For now, Jakarta is the epicentre of the pandemic in Indonesia, but in recent weeks thousands of people have travelled from the capital to their homes in other parts of the country, raising the threat of infections multiplying all over the nation.
But President Joko Widodo stopped short of doing that this week, saying instead, in a televised address, that social distancing rules would be implemented more firmly.
“We still want to keep economic activity alive, but everyone has to practice social distancing, physical distancing that’s the most important thing,” he said.
But the reality is that being able to social distance is a luxury, with many people living in densely-populated neighbourhoods, or kampungs, where extended families live closely together.
Schools and entertainment spots have been closed in the Indonesian capital for about two weeks, normally bustling malls are deserted and the roads quieter than usual.

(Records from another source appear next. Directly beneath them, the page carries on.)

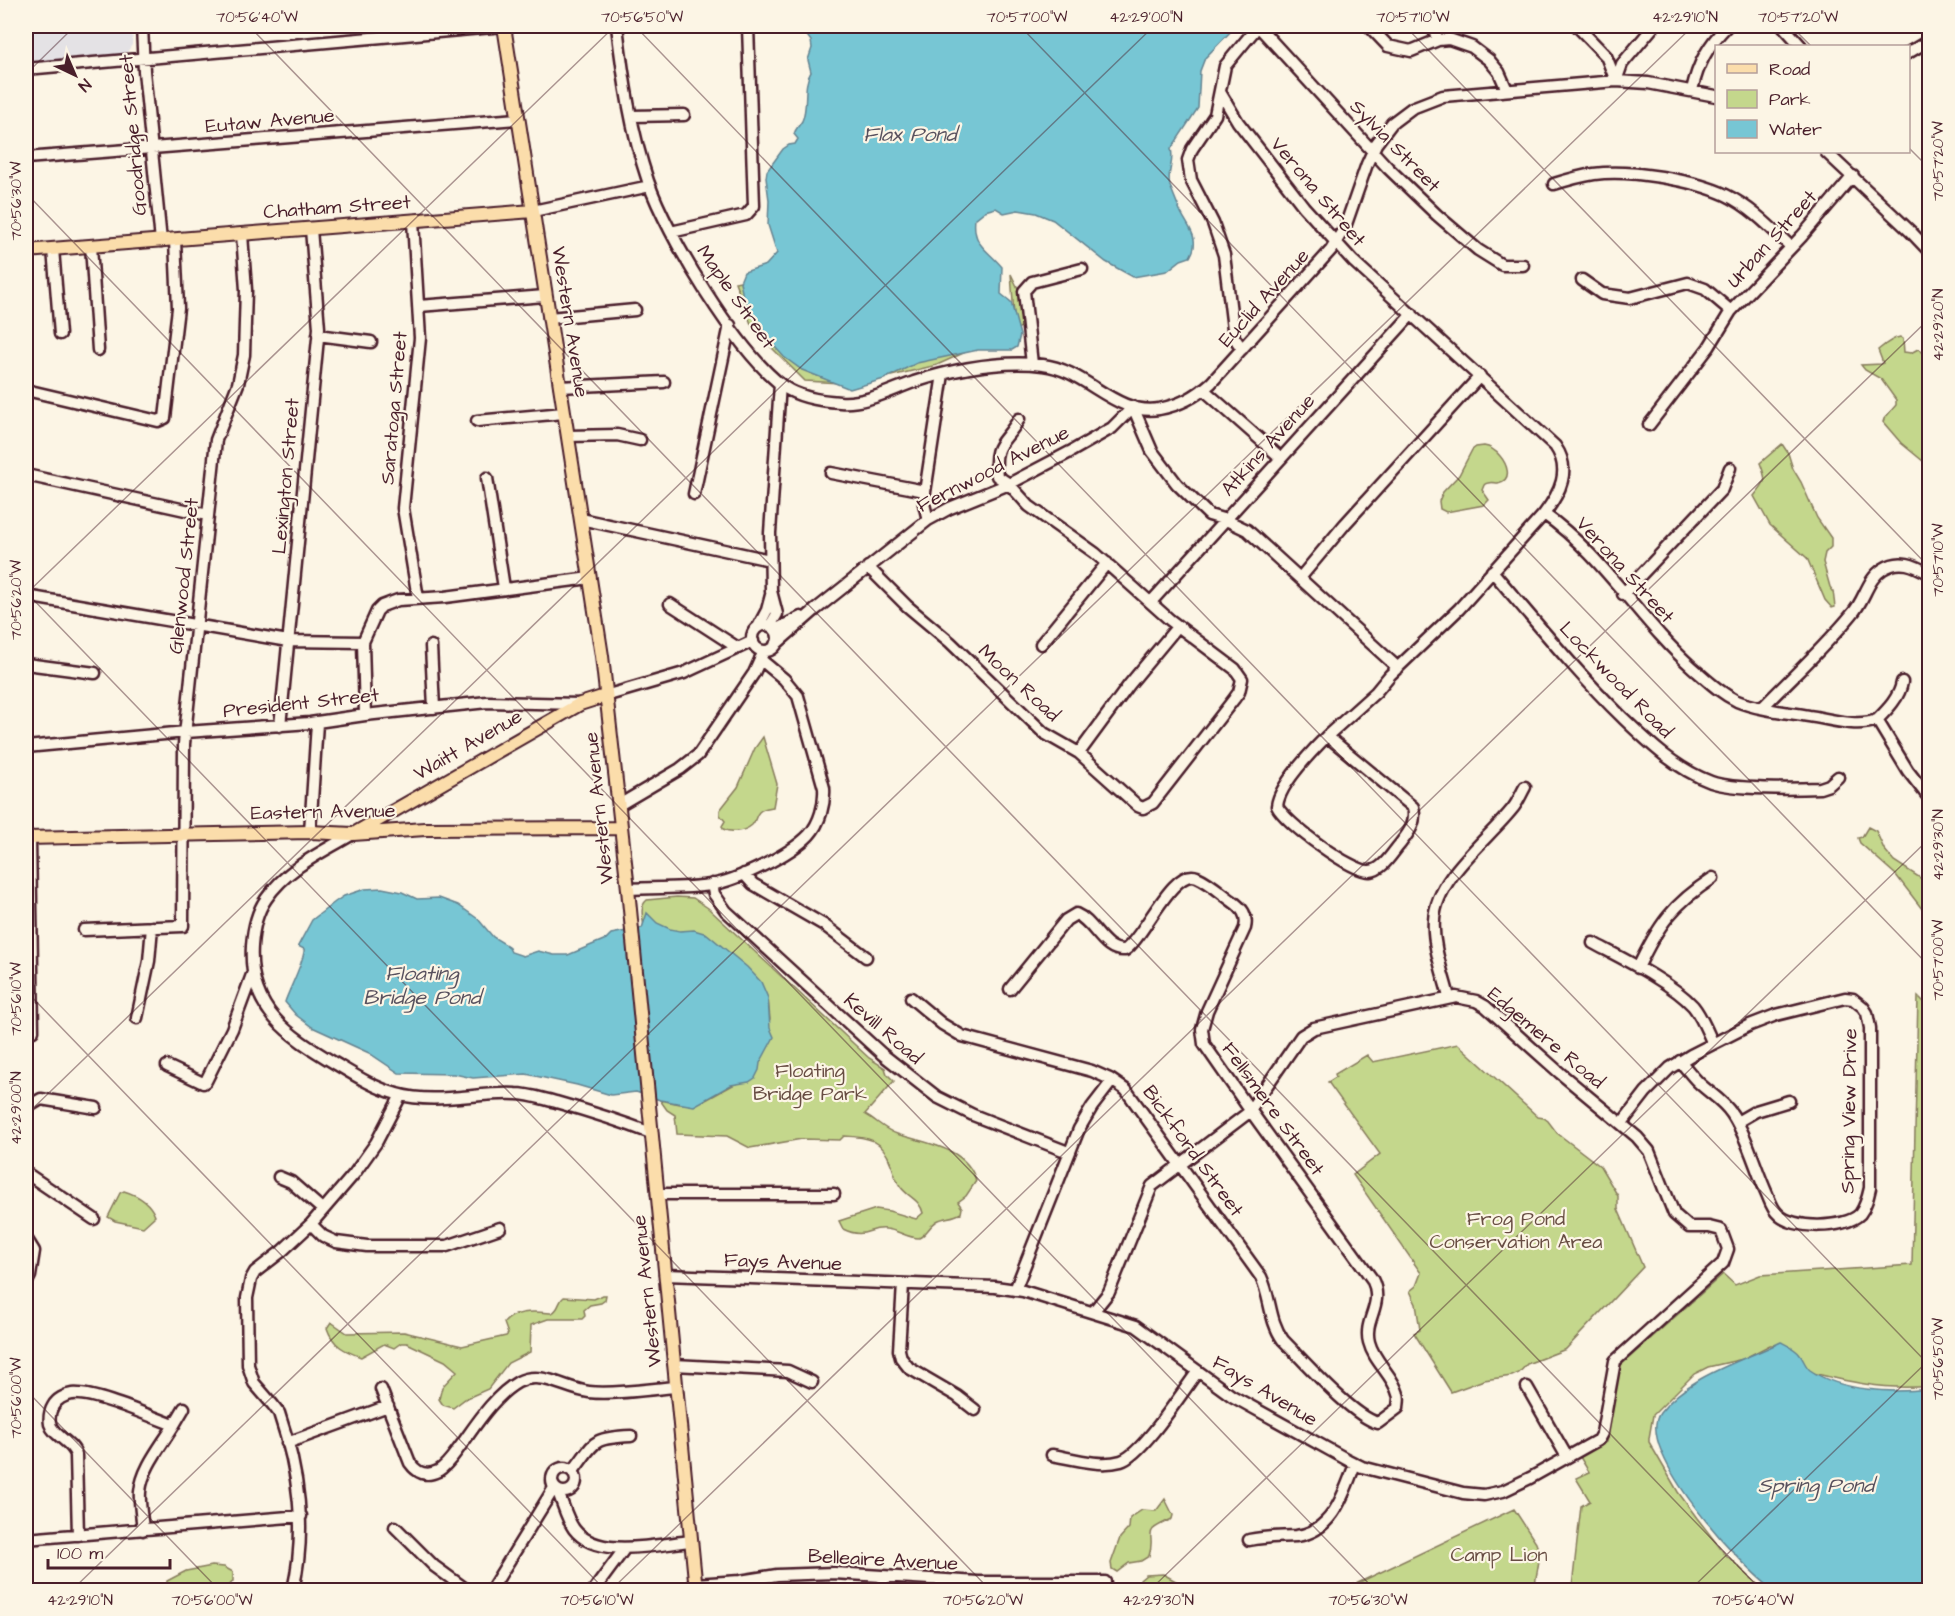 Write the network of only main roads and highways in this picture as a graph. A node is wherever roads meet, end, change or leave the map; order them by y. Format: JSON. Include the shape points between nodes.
{"nodes":[{"id":1,"x":504,"y":26,"type":"edge"},
{"id":2,"x":533,"y":211,"type":"junction"},
{"id":3,"x":26,"y":251,"type":"edge"},
{"id":4,"x":605,"y":696,"type":"junction"},
{"id":5,"x":621,"y":828,"type":"junction"},
{"id":6,"x":353,"y":834,"type":"junction"},
{"id":7,"x":28,"y":838,"type":"edge"},
{"id":8,"x":696,"y":1587,"type":"edge"}],
"edges":[{"from":1,"to":2,"type":"main road","name":"Western Avenue"},
{"from":2,"to":3,"type":"main road","name":"Chatham Street"},
{"from":2,"to":4,"type":"main road","name":"Western Avenue"},
{"from":4,"to":5,"type":"main road","name":"Western Avenue"},
{"from":4,"to":6,"type":"main road","name":"Waitt Avenue","via":[[580,704]]},
{"from":5,"to":6,"type":"main road","name":"Eastern Avenue","via":[[425,829]]},
{"from":5,"to":8,"type":"main road","name":"Western Avenue"},
{"from":6,"to":7,"type":"main road","name":"Eastern Avenue","via":[[310,831]]}]}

But public transport is still busy as the vast majority of people can’t work from home.
Remote healthcare system can’t cope
The remotest region of Papua, where the healthcare system is the weakest, has already closed its borders to non-residents.
“Our data is clear, we are not ready to face this pandemic,” Silwanus Sumule, head of the Covid-19 task force in Papua, said.
He says 70 percent of hospital beds in Papua are already occupied.
“What can we do if people develop symptoms here? It is already difficult treating our own residents.”
Of the 202 isolation rooms available in Papua, only two meet the WHO standard.
Health experts say greater protection to those on the frontline is a critical need right now.
“If we don’t protect them, doctors and nurses will die, many of them will drop dead,” warns Zubairi Djoerban, the head of the Covid-19 task force at Indonesian Doctors’ Association.
In state and private hospitals in the capital Jakarta, there are similar stories of severe shortages of protective gear leaving doctors to buy their own or improvise with raincoats.
“It’s very likely that we will experience what has happened in Italy where 9.5 percent of infected Covid-19 patients are healthcare staff. But, if our preparation is worse than Italy, the number could be higher.”
Ninuk, a 37-year-old nurse, told her husband that she believed she had caught the coronavirus, shortly before Indonesia officially announced its first case.
“I got the virus. Do you think I can still survive?” she asked her husband, Arul.
“I told her to calm down. I said it was in the hands of Allah. I could only lift up her spirits,” he says.
She died on 12 March, alone in a hospital bed.
Arul said his wife didn’t wear protective equipment for Covid-19 at the government-run hospital in central Jakarta where she had worked for the last 12 years.
He says his late wife told him “I lived to care for those I loved and died doing that.”